Before the eclipse, the group I was going to see it with and I were debating the weather–and alternate plans–and exactly how far into the line of totality places were. The weather was… not bad, for a random Monday, but pretty sketchy for watching an eclipse. So, staying was a gamble, and so was going. I looked at the radar, and wound up staying. I was the only one who did, but the radar, combined with the fact that the alternate location wasn’t as close to the center line made me wary of leaving. It seems that if you have an eclipse under patchy clouds, the longest duration is probably your best chance of seeing at least some of it.

And I wasn’t sure. There was a part of me that was heartbroken watching them pull away without me… certain that they were right and I was wrong, and it was too late to fix the mistake.

So, an hour before the eclipse, I looked up at a cloudy sky and set alarms for the beginning of transit, and also for the beginning of totality.

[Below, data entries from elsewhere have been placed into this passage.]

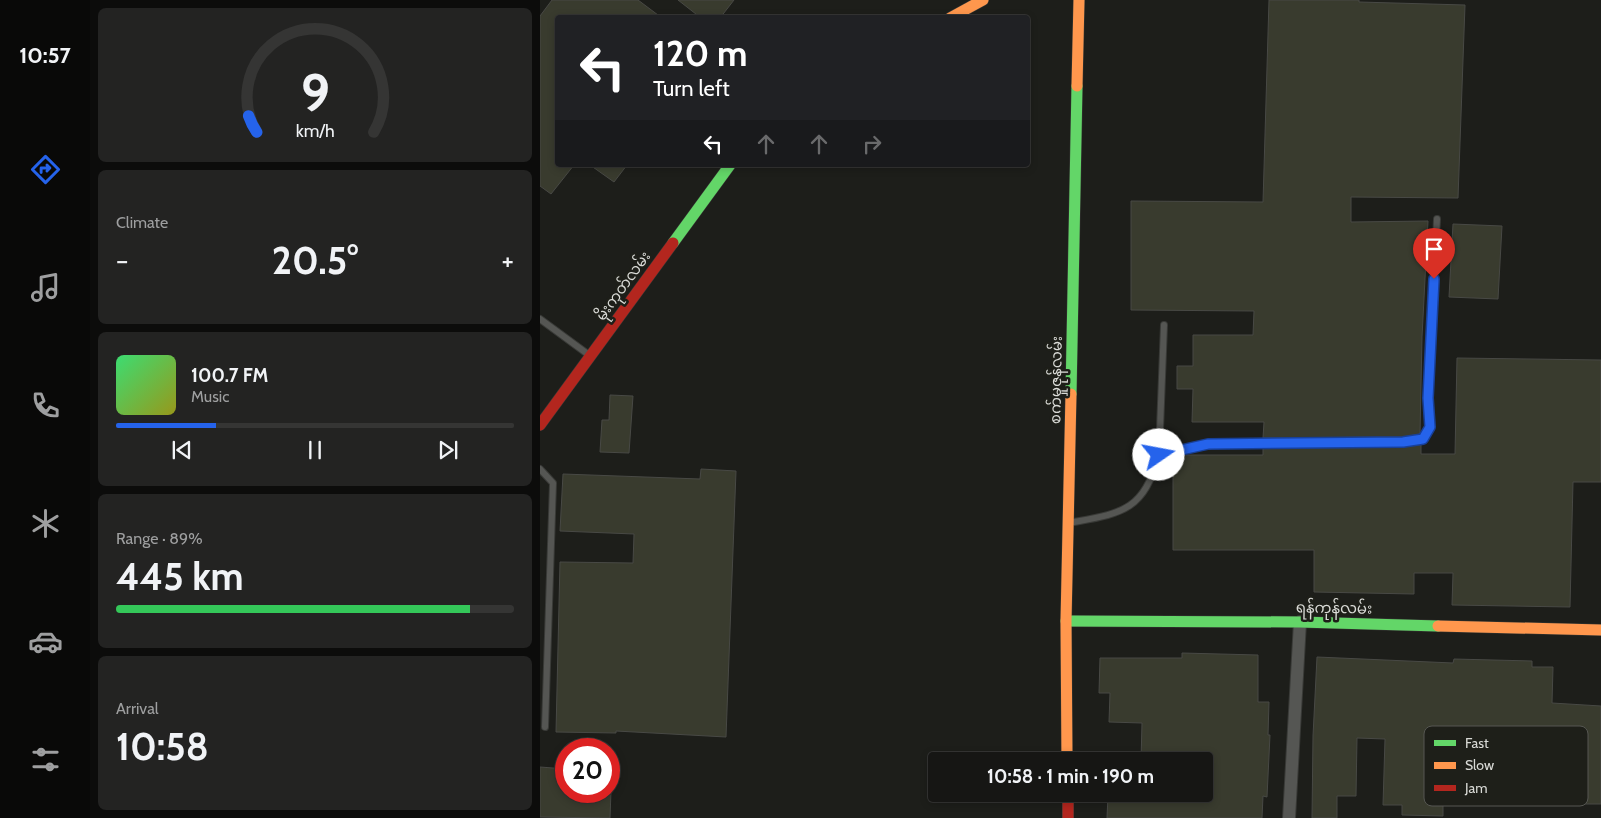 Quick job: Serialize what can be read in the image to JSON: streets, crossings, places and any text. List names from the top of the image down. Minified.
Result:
{"streets":{"street":["မိုးကုတ်လမ်း","စက်မှုဇုန်လမ်း","ရန်ကုန်လမ်း"]},"crossings":[["စက်မှုဇုန်လမ်း","ရန်ကုန်လမ်း"]],"legend":["Fast","Slow","Jam"],"page":{"tabs":"10:57","turn":["120 m","Turn left"],"tile":["Climate",["Range · 89%","445 km"],["Arrival","10:58"]],"heat":["−","20.5°","+"],"song":["100.7 FM","Music"],"limit":"20","trip":"10:58 · 1 min · 190 m","gauge":["9","km/h"]}} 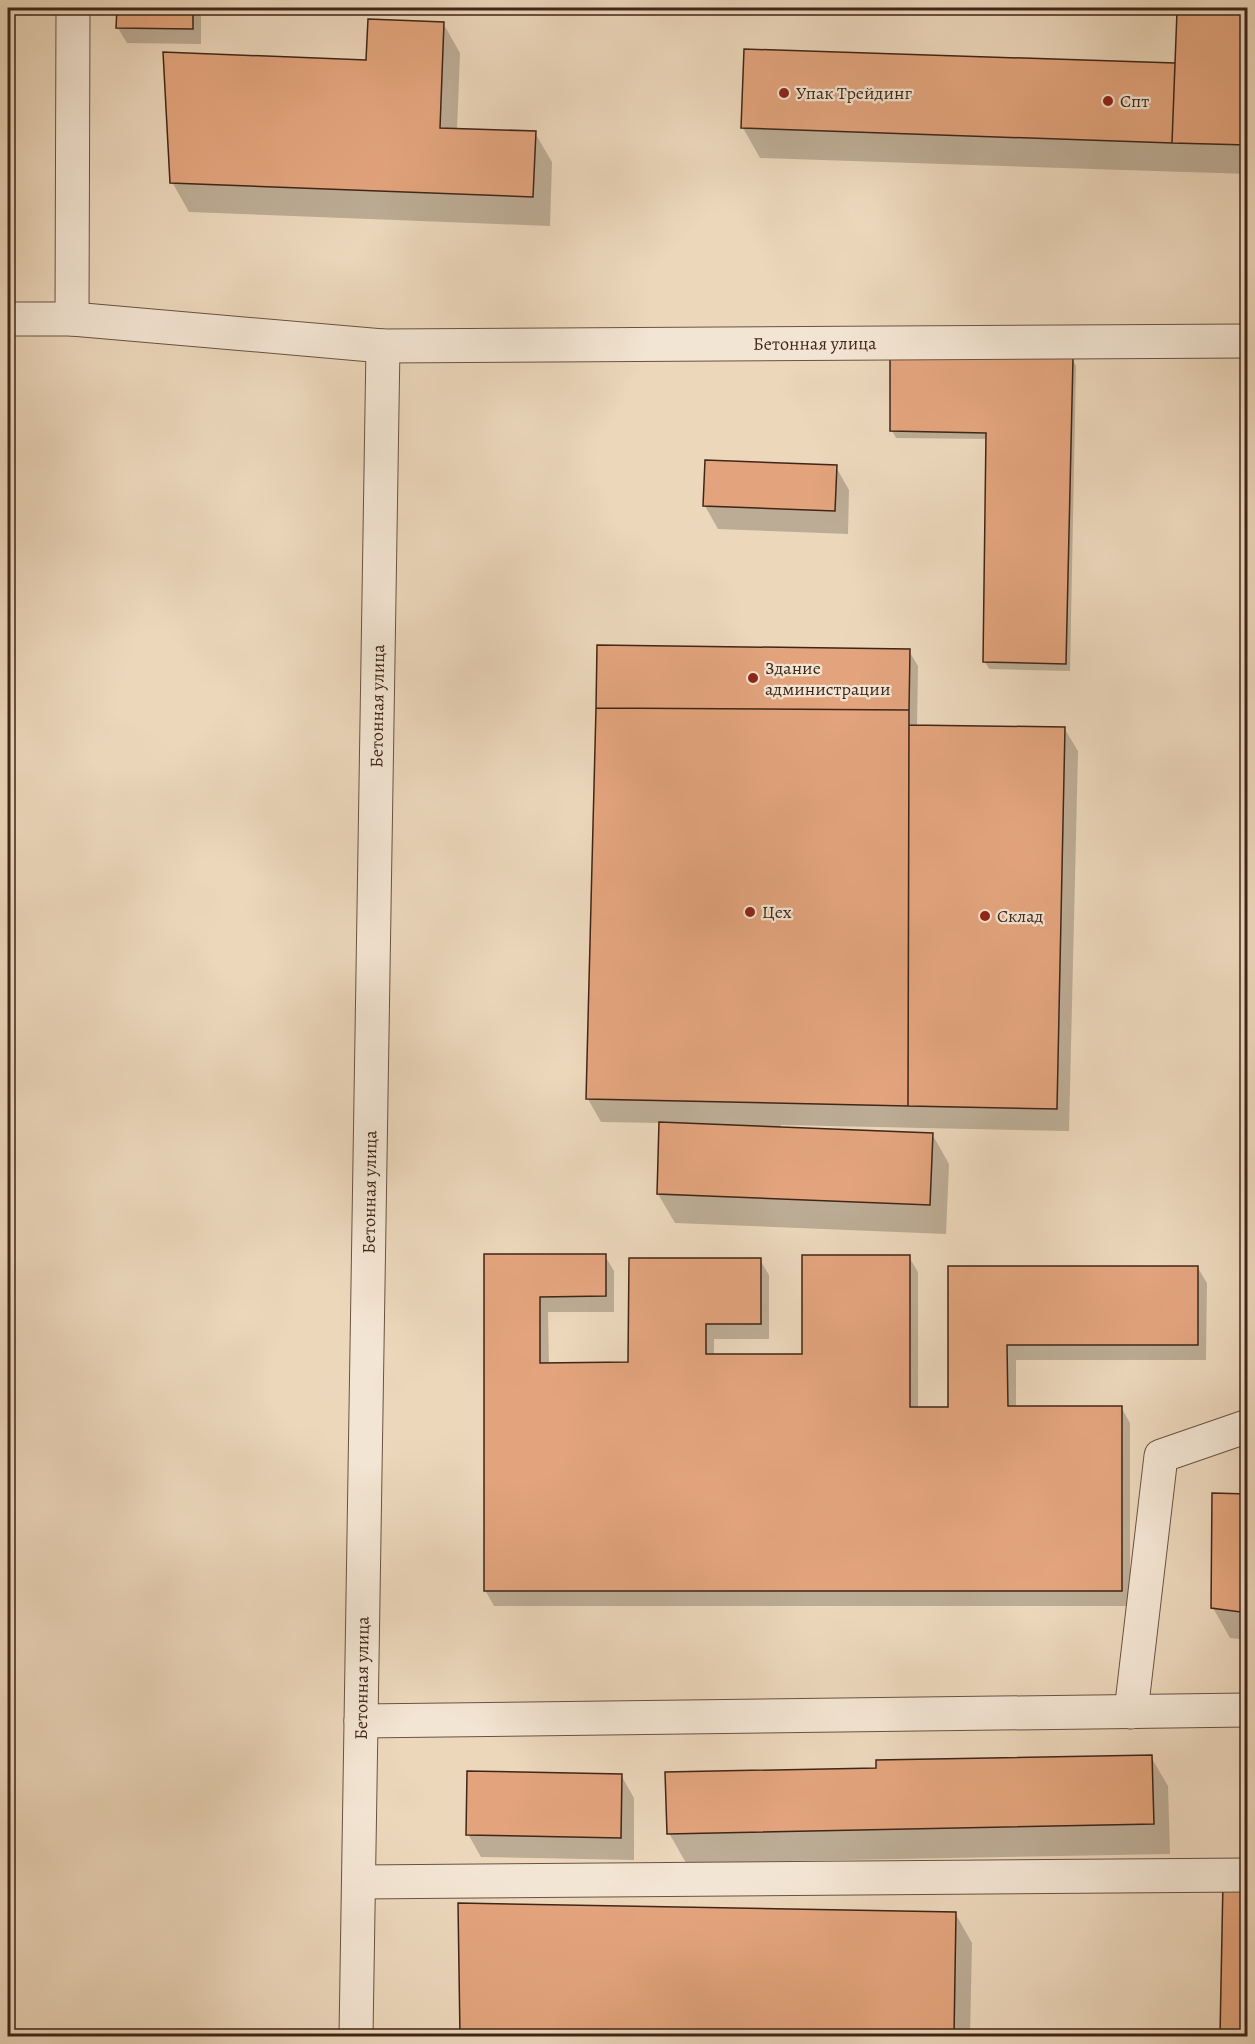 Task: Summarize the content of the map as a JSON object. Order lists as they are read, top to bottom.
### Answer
{
  "streets": {
    "street": ["Бетонная улица"]
  },
  "places": [
    "Упак Трейдинг",
    "Спт",
    "Здание администрации",
    "Цех",
    "Склад"
  ]
} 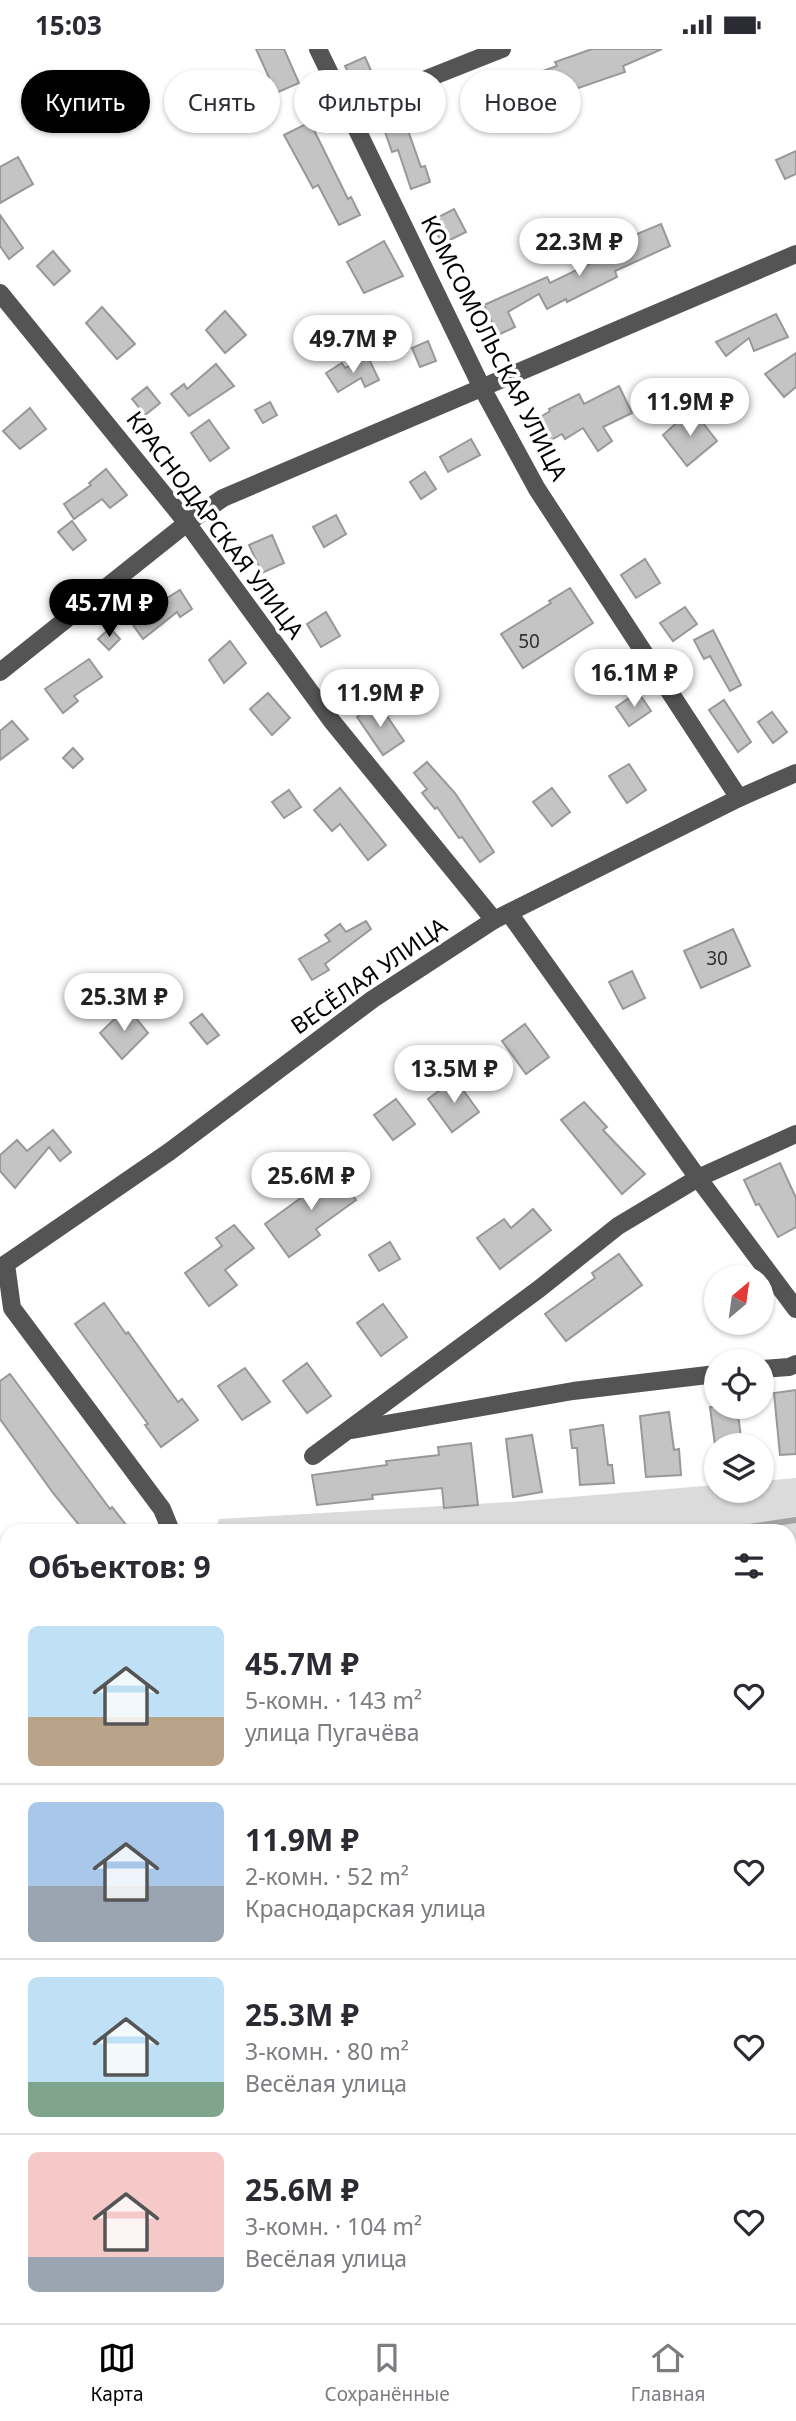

I was pretty sure it was going to be raining, but I figured I could still go out in the rain and enjoy the darkness.

It didn’t rain where I was, and while the clouds never cleared up completely, they were whispy enough not to be a problem in viewing the eclipse. I spent a couple of hours lying on the grass in my yard with binoculars (actually, special Sunoculars, with a sun-filter built in) watching the eclipse.

Sunoculars are another world, entirely. I got them–at a cost of mumble, mumble–because I’m pretty near-sighted and cardboard things do not always work well with my prescription. If you point them at a lamp in the house, you will not be able to tell if the lens caps are on or off by looking. They turned out to be a really nice, really clear view, and you could also see the sun-lit clouds, and the shadows of some of the leaves above me, but I was skeptical until I actually saw it. I do recommend them. The magnification was good, too.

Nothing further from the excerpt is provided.